Ce point acquis, le débat s’est déplacé. Si la rupture religieuse a été un grand malheur et une grande faute, à qui est dû ce malheur, à qui remonte la responsabilité de cette faute ? Nous avons ici trois thèses en présence.


I

La première thèse, la thèse classique depuis Mignet de ceux qu’on a appelés les « historiens de gauche, » c’est que la rupture entre la Révolution et l’Eglise est due au clergé, et particulièrement aux évêques. Elle est exposée notamment par M. Debidour, dans son Histoire des Rapports de l’Église et de l’Etat en France de 1789 à 1870. « Ces anciens privilégiés, dit-il, dont la plupart s’accommodèrent plus tard sous Bonaparte d’un régime plus rigoureux encore, et plus éloigné de leurs prétentions, repoussaient à ce moment toute transaction, parce qu’ils croyaient possible et même facile la restauration du régime déchu.
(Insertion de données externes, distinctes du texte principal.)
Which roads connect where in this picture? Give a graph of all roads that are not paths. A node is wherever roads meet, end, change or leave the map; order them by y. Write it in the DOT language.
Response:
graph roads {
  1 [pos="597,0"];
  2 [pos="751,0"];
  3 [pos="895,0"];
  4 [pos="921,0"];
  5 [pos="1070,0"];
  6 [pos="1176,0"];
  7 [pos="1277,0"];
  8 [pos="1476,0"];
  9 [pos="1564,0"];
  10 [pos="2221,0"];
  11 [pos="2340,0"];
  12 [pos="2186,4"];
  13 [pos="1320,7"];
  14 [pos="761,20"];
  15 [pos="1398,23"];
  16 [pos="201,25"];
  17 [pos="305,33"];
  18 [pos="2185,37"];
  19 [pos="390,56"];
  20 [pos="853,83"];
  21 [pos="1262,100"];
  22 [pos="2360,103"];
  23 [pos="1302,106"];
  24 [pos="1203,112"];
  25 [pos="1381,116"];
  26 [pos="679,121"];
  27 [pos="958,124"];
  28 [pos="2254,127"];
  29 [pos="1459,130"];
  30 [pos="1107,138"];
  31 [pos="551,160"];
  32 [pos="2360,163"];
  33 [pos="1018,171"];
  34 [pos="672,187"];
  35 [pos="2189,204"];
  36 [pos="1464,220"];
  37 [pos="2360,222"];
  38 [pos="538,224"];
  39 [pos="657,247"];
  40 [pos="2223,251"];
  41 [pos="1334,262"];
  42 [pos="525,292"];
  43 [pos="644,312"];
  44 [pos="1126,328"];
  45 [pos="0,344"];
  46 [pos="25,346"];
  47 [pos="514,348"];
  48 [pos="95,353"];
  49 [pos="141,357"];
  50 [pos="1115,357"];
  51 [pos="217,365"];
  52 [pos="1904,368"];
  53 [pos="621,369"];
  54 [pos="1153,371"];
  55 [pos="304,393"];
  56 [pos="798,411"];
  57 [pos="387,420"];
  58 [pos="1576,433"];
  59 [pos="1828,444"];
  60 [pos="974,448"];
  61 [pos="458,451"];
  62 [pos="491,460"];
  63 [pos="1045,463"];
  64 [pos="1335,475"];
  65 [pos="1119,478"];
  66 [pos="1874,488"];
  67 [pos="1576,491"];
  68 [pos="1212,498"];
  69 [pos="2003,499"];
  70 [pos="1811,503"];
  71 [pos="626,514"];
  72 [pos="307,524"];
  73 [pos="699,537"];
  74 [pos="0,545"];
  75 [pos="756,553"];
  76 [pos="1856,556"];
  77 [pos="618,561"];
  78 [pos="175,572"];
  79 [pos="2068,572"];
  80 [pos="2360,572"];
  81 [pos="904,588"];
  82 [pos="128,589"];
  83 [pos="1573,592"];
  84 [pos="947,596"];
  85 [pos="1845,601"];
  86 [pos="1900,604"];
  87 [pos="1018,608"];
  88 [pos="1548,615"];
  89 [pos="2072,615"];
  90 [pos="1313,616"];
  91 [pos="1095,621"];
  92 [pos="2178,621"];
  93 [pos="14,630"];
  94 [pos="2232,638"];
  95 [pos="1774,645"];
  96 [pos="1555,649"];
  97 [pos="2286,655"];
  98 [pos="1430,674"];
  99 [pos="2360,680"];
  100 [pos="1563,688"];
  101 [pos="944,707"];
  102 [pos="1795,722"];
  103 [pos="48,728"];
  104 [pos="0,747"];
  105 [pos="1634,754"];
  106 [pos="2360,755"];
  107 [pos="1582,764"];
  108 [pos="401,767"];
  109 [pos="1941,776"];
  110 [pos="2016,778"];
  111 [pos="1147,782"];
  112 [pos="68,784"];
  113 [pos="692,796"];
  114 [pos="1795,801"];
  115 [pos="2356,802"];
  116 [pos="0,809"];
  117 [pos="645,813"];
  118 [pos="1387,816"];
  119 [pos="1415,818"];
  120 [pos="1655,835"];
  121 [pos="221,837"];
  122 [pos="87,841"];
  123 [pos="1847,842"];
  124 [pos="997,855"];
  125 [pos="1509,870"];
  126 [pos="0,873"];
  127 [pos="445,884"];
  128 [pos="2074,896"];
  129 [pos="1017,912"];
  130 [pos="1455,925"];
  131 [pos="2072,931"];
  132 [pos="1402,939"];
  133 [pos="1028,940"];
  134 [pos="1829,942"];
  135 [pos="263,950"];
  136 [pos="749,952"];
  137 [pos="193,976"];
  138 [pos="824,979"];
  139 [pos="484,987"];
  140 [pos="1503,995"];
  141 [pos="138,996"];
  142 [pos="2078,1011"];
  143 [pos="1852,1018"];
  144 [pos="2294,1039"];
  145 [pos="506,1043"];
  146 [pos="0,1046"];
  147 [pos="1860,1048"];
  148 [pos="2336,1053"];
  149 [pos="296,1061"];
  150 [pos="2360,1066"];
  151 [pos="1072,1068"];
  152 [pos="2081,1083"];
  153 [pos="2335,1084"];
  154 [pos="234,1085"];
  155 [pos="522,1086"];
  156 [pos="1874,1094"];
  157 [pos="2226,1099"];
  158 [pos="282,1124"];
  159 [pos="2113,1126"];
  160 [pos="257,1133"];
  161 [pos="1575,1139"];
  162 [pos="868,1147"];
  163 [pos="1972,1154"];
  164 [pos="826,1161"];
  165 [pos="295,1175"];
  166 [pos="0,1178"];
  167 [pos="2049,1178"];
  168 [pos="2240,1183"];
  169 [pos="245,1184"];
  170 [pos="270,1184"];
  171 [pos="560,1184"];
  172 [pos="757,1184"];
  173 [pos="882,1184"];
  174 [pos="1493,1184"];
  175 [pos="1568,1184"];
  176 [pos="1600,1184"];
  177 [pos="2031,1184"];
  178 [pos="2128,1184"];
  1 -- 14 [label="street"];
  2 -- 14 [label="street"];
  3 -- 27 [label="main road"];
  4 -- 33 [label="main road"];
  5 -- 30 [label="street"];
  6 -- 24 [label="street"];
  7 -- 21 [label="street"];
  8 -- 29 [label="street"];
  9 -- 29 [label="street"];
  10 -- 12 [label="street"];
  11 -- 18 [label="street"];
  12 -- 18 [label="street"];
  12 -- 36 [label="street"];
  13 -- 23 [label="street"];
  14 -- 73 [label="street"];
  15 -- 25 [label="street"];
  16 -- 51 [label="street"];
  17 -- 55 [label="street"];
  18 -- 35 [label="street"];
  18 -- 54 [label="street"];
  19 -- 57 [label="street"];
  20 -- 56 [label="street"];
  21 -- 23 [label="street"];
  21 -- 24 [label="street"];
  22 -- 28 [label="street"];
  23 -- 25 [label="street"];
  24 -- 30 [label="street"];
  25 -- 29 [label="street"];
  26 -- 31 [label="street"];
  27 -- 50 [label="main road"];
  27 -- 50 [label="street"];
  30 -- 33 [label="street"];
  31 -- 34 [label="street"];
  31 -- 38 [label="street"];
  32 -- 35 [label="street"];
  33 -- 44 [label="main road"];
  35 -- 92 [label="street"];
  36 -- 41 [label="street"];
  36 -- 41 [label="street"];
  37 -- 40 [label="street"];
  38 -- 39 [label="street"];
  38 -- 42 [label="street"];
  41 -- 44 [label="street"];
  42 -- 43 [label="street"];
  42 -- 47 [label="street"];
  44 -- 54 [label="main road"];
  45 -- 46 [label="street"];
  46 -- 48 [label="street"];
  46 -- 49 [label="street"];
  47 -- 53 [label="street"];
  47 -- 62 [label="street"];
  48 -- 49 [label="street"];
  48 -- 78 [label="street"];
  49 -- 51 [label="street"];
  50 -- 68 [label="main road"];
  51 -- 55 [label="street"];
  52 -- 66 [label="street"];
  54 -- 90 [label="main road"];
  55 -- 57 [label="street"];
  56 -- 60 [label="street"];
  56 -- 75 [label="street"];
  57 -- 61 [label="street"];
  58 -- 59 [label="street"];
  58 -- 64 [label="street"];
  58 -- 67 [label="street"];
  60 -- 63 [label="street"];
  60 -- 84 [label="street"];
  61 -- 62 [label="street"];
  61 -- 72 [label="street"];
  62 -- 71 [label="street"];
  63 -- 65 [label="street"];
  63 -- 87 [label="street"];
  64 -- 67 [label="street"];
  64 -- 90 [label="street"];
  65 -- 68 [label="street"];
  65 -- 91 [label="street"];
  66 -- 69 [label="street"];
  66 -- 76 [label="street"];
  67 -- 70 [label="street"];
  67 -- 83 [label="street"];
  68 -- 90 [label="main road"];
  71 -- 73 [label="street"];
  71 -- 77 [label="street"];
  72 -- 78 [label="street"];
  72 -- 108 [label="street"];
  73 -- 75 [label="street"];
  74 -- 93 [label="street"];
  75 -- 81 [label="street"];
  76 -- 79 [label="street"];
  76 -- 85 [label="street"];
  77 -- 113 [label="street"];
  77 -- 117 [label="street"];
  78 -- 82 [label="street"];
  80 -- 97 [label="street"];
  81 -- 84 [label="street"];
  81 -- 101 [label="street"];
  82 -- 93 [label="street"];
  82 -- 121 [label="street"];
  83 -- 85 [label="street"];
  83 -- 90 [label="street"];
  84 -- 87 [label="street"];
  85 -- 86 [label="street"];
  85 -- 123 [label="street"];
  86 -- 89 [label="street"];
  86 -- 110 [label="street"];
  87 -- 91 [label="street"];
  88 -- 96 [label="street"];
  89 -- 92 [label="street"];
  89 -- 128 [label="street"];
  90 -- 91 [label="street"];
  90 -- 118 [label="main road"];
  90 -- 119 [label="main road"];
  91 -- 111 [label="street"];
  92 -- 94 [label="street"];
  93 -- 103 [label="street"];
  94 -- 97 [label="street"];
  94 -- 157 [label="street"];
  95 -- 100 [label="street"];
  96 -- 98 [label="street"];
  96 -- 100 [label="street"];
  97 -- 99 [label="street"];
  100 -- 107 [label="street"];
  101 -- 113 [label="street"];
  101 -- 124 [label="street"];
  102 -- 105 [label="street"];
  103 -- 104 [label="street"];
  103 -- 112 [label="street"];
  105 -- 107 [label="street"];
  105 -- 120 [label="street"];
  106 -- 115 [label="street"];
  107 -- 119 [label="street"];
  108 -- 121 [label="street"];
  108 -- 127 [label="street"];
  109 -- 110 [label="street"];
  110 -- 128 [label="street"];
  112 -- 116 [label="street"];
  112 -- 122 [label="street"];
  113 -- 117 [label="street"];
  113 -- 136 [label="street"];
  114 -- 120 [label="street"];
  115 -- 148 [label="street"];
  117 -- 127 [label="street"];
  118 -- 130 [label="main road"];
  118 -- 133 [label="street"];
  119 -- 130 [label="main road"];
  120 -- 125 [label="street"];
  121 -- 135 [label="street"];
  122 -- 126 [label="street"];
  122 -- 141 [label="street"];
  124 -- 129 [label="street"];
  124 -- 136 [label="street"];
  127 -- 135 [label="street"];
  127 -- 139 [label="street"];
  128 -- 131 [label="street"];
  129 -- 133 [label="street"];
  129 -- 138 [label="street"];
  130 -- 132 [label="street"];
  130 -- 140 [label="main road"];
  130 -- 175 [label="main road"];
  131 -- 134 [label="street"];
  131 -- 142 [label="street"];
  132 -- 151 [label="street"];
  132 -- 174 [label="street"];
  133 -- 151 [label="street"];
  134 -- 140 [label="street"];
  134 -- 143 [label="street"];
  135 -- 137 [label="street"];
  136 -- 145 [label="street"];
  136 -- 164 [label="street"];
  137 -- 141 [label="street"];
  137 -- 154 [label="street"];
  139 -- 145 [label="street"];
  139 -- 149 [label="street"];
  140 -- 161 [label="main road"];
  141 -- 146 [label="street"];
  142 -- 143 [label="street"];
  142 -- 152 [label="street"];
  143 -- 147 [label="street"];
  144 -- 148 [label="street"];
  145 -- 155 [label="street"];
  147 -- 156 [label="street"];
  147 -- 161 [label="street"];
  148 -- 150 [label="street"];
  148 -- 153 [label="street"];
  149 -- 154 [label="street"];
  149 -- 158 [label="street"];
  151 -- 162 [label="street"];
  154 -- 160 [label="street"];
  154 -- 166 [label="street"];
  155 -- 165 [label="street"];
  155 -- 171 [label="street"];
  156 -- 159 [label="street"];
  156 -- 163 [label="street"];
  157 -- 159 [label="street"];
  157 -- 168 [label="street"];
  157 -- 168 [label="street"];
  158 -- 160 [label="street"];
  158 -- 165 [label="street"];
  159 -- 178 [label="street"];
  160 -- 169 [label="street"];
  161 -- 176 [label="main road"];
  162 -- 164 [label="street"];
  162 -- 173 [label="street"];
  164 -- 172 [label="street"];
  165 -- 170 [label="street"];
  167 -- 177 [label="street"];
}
Beaucoup d’entre eux, prêtres sans mœurs comme sans foi, se posaient maintenant en champions des vertus chrétiennes et de l’orthodoxie, criaient au sacrilège, au schisme, à l’hérésie… Dès le début, l’épiscopat, avec une remarquable énergie, s’efforce d’entraîner à la fois les trois puissances sur le concours desquelles il fonde le plus d’espoir : le Pape, le Roi et le peuple. » Comme on le voit, non seulement les évêques auraient provoqué la rupture, mais ils l’auraient provoquée dans une intention politique, « pour se conduire en vrais gentilshommes, » suivant le mot souvent cité de Dillon, archevêque de Narbonne.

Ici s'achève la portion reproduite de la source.